2011 et pour la première fois le retour de chèques et d’effets impayés. Ce qui a

provoqué par conséquent un tollé général auprès des fournisseurs qui ont fini par

mettre la clef sous le paillasson par ce qu’ils se sont trouvés tellement engagés

financèrement avec un client désormais non solvable. Ils furent les premières

victimes.

Mais la situation est loin d’être reluisante du côté des projets interrompus à cause

de la nouvelle donne. A titre de rappel, parmi les grands projets du groupe encore

en chantier, l’on citera celui portant sur la finition des travaux du centre de

thalasso au niveau de l’hôtel Karthago Le Palace (le déblocage du matériel encore

à la douane etc..) sachant que le contrat de gestion pour compte signé avec la

chaîne Hilton à condition de mettre l’hôtel aux normes de l’enseigne, est devenu

nul et non advenu. Ce qui a été indéniablement une grande perte pour la

destination. De même pour le projet immobilier à Sidi-Bou Saïd en cours de

finition.

Tunisie Sucre et sa raffinerie, Carthage Cement et le projet de lotissement d’un

important stock foncier aux Berges du Lac, ont pu échapper au même sort après

quelques années, sauvés par la cession.

Pourtant, les avoirs en banque des propriétaires et des prometteurs de ces projets

dépassent de loin les engagements bancaires du groupe. En effet, rien que les

avoirs en liquide de Belhassen Trabelsi (argent liquide et placement sicav),

s’élèverait à plus de 120 millions de dinars et ce sans compter ses participations

notables dans plusieurs sociétés (B.T, karthago airlines, Alpha-Ford etc..).
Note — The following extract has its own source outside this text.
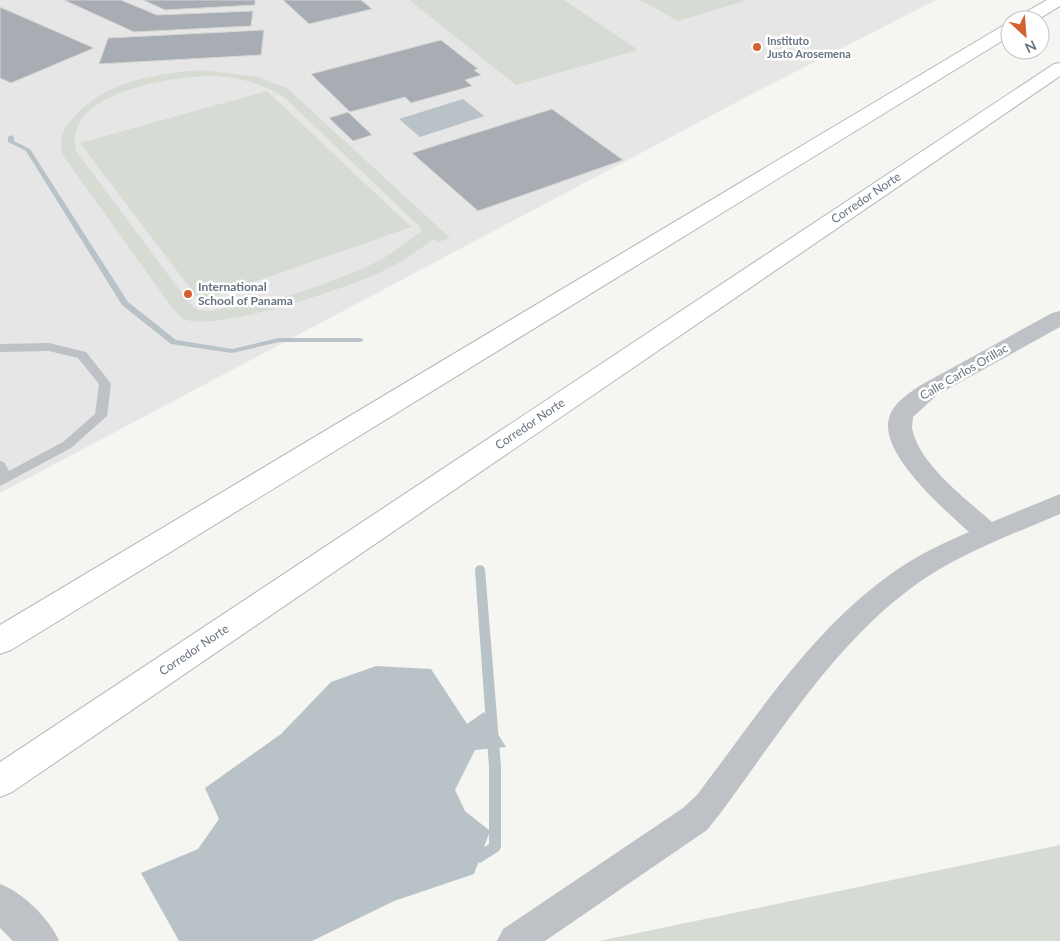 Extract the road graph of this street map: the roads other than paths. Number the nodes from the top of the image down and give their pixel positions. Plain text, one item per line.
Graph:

Alors que ces projets qui étaient handicapés par un manque de trésorerie, il était

de l’avis des experts, préférable d’assurer leur continuité que ce soit par des

prélèvements directes des avoirs liquides de Belhassen Trabelsi ou par une

augmentation de capital de ces sociétés et ce afin de maintenir la participation

notable de ce genre de groupe dans le rythme de croissance économique du pays

et de sauvegarder ce nombre important de poste d’ emplois, qui est l’un des

objectifs de cette révolution.

L’absence d’une vision d’ensemble cohérente et d’une volonté politique claire

pour préserver la viabilité économique du groupe en préconisant par exemple

d’injecter l’argent géré par les administrateurs judicaires et nommés par les

tribunaux, a provoqué l’effondrement de cet empire économique dont le chiffre

d’affaires dépasse les 500 millions de dinars.

N’est-il pas temps d’avouer les travers d’une gestion des biens confisqués, qui a

conduit au bradage et à une faillite presque organisée des sociétés confisquées?

Que nenni, personne n’en parle. Alors motus et bouche cousue!